Мне вспомнился порнофильм и странный надрез на правом бедре Бетти.
– Вы не знаете, снималась ли Лиз в каких‑нибудь порнофильмах?
Салли покачала головой.
– Нет, но если бы снималась – ей бы не было равных.
– Вы знаете человека по имени Валтер Дюк Веллингтон?
– Нет.
– Линда Мартин?
– Аналогично.
В разговор вступил Расе:
– Вы еще работали с Лиз?
Салли ответила:
– Четыре или пять раз, прошлым летом. В гостиницах. На разных съездах.
– Помните какие‑нибудь имена? Организации?
Она засмеялась и снова почесала ложбинку на груди.
– Мистер полицейский, моя первая заповедь – закрой глаза и попытайся все забыть. Я ее исправно соблюдаю.
– Не была ли одной из гостиниц «Билтмор»?
– Нет. «Мэйфлауэр», «Хациенда Хауз». Возможно, «Рексфорд».
– Были у Лиз какие‑нибудь клиенты со странностями? Которые обходились с ней грубо?
Салли присвистнула:
– Они все просто тащились, потому что она все так натурально изображала.
Мне не терпелось перейти в Фогелю, и я сменил тему.
– Расскажите о ваших отношениях с Чарли Айсслером. Вы знаете, что он сознался в убийстве Орхидеи?
– Сначала не знала. Потом... в общем, я не удивилась, когда услышала об этом.
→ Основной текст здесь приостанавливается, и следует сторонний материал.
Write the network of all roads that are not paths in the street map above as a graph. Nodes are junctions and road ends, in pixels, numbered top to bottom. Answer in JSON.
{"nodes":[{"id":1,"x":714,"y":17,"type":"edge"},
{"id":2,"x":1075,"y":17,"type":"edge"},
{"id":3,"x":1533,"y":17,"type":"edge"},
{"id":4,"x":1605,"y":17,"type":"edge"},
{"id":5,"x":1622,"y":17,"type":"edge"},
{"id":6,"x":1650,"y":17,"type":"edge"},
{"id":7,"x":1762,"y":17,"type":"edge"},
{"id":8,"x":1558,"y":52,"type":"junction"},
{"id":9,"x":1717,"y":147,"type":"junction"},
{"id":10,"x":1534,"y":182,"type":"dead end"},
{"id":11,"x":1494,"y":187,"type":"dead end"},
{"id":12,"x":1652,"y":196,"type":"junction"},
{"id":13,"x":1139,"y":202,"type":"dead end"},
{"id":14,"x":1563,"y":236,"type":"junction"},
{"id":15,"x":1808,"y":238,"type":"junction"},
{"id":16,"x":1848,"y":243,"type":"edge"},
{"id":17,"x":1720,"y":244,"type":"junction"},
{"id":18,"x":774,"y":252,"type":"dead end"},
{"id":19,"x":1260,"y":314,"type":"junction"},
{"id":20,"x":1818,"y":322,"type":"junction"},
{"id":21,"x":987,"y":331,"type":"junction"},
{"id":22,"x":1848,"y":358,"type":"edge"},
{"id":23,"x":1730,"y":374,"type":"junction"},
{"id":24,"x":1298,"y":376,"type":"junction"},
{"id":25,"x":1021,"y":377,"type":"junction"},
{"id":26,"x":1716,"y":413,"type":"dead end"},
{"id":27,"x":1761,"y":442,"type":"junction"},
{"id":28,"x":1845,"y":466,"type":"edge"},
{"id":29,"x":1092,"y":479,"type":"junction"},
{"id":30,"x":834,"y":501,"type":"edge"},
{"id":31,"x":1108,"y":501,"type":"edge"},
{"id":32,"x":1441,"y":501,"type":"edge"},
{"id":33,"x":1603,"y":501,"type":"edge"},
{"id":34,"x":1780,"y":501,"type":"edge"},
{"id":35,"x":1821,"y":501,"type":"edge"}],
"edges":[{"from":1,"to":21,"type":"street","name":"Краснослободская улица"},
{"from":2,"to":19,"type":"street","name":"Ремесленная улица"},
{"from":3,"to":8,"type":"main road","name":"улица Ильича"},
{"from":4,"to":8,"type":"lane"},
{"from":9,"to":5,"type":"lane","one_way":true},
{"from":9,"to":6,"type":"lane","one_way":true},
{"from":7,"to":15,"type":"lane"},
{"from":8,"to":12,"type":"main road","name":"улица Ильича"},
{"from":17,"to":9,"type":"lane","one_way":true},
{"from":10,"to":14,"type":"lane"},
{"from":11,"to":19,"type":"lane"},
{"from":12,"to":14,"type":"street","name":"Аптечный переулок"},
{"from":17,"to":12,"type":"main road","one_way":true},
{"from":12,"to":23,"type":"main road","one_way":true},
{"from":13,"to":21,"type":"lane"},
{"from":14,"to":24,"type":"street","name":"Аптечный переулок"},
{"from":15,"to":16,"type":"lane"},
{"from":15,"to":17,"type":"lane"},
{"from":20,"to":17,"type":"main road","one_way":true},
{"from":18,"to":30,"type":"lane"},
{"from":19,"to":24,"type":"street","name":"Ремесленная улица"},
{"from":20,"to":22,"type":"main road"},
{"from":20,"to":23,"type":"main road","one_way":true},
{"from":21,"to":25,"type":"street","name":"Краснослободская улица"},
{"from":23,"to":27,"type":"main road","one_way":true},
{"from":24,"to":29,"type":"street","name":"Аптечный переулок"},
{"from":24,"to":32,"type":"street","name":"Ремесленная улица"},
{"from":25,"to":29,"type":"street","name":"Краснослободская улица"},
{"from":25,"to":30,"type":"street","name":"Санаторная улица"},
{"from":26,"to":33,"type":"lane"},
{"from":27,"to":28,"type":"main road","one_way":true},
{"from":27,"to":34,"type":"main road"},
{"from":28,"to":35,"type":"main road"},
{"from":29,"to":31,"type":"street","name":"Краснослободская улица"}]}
У Чарли есть своего рода мания сознаваться в том, чего он не совершал.
Если, допустим, убили проститутку и об этом написали в газетах, можно на какое‑то время попрощаться с Чарли и готовить йод к его возвращению, потому что он очень старался сделать так, чтобы в участке его как следует отдубасили.
Расс спросил:
– Как вы думаете, почему он так поступает?
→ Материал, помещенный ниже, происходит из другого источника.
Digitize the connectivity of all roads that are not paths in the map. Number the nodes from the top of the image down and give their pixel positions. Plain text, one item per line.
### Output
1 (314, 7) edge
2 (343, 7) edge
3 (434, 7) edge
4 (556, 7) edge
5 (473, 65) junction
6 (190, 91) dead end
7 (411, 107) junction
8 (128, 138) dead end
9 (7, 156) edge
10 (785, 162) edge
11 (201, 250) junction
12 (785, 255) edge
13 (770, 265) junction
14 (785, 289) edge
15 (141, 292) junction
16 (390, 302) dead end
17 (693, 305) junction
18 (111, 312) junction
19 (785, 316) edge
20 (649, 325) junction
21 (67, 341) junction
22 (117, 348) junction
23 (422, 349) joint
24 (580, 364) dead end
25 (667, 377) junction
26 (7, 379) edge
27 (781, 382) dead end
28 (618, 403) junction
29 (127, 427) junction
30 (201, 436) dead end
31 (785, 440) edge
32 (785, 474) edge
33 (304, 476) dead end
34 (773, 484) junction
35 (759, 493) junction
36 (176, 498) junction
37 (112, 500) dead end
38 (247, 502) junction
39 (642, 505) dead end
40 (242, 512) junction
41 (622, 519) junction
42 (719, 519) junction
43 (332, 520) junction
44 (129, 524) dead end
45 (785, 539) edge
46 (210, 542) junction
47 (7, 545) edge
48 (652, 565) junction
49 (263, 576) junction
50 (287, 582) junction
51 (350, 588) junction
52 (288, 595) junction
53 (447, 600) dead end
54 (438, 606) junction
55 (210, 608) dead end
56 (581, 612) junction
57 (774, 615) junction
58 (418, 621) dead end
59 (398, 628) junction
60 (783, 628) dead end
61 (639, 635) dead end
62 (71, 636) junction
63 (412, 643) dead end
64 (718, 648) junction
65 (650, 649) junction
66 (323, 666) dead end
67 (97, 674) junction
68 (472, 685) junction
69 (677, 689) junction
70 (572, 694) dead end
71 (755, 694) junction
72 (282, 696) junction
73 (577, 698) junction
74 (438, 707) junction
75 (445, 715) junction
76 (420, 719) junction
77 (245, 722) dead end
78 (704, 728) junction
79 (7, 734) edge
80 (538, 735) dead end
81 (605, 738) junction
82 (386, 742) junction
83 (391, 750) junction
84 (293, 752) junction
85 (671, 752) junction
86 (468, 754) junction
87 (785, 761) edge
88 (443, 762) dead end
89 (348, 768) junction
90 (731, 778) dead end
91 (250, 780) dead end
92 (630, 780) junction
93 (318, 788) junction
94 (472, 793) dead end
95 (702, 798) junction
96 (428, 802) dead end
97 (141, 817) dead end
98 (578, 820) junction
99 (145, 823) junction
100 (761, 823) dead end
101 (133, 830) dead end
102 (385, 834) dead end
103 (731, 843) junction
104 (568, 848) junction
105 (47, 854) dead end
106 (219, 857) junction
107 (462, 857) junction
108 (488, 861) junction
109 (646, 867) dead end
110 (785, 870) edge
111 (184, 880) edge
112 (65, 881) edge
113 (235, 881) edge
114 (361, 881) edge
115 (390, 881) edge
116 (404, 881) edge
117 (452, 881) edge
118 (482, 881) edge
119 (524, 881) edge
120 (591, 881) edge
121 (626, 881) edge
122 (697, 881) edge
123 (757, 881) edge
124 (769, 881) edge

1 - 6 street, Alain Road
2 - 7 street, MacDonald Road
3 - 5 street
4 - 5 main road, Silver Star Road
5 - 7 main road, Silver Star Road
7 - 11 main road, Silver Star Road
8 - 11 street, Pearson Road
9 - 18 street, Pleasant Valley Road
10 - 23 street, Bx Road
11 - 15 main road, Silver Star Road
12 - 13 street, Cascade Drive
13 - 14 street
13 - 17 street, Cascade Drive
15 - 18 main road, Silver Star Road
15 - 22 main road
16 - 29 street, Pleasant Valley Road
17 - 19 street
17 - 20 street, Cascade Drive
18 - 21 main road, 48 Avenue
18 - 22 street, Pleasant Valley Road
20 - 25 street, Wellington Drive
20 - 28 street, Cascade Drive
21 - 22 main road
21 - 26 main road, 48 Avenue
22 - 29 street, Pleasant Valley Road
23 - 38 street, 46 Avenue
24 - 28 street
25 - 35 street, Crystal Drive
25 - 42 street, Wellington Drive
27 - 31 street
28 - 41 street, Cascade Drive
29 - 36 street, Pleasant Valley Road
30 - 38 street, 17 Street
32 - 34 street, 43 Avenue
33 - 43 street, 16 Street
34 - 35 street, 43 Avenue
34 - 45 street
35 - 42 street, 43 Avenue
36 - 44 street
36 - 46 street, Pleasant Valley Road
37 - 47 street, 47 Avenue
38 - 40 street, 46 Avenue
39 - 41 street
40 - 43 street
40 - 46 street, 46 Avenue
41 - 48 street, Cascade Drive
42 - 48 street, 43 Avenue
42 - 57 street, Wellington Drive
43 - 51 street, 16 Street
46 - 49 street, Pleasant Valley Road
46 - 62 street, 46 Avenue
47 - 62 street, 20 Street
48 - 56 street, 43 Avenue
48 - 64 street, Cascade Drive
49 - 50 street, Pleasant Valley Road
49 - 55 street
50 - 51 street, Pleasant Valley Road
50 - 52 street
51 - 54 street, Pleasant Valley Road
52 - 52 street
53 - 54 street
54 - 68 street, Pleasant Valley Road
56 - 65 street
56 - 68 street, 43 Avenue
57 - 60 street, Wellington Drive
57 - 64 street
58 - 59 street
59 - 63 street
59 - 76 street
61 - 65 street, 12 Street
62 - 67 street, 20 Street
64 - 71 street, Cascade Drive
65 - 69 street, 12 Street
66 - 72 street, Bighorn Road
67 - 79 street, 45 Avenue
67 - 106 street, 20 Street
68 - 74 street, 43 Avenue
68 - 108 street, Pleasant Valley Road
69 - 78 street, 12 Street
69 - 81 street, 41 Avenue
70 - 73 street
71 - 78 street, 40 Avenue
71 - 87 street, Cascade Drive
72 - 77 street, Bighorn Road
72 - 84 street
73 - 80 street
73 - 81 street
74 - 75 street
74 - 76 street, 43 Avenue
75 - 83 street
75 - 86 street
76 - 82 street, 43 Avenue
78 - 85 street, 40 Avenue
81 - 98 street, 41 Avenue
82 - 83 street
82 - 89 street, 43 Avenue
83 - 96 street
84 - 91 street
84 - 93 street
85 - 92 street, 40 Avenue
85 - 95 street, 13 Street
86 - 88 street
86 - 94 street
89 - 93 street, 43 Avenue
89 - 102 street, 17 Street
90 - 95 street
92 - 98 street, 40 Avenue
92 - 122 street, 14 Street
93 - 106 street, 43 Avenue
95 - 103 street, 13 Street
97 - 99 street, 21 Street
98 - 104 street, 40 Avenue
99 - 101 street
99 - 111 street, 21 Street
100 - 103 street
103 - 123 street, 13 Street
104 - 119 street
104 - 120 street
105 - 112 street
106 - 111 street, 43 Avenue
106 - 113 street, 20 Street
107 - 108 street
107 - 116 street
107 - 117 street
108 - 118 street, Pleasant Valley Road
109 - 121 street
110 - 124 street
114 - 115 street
– Как насчет угрызений совести?
– А как насчет этого: сначала вы расскажете о том, где были с десятого по пятнадцатое января, а потом о том человеке, которого мы все не любим.
– Как будто у меня есть выбор.
– Есть. Или вы расскажете все нам, или надзирательнице в камере.
Расс резко поправил свой галстук.
– Помните, где вы были в те дни, мисс Стинсон?
Салли, достав из кармана сигареты и спички, закурила.
– Все, кто знал Лиз, помнят, где они были в те дни. Это как в то время, когда умер Рузвельт. Жалеешь, что не можешь вернуться назад и все изменить.
Я хотел было извиниться за свою нетактичность, но Расс меня опередил:
– Мой напарник не хотел вас обидеть, просто это для него больная тема.
Его замечание сработало. Салли Стинсон бросила сигарету на пол и, затушив ее голой ногой, погладила стоявшие рядом чемоданы.
– Вы за порог – и я следом. Хорошо, так и быть, расскажу только вам, но никому больше – ни прокурорам, ни присяжным, ни другим полицейским. Вы – за порог, и Салли туда же.
Расс кивнул:
– Договорились.
На ее лице появился румянец, который вместе со злым блеском в глазах делал ее моложе лет на десять.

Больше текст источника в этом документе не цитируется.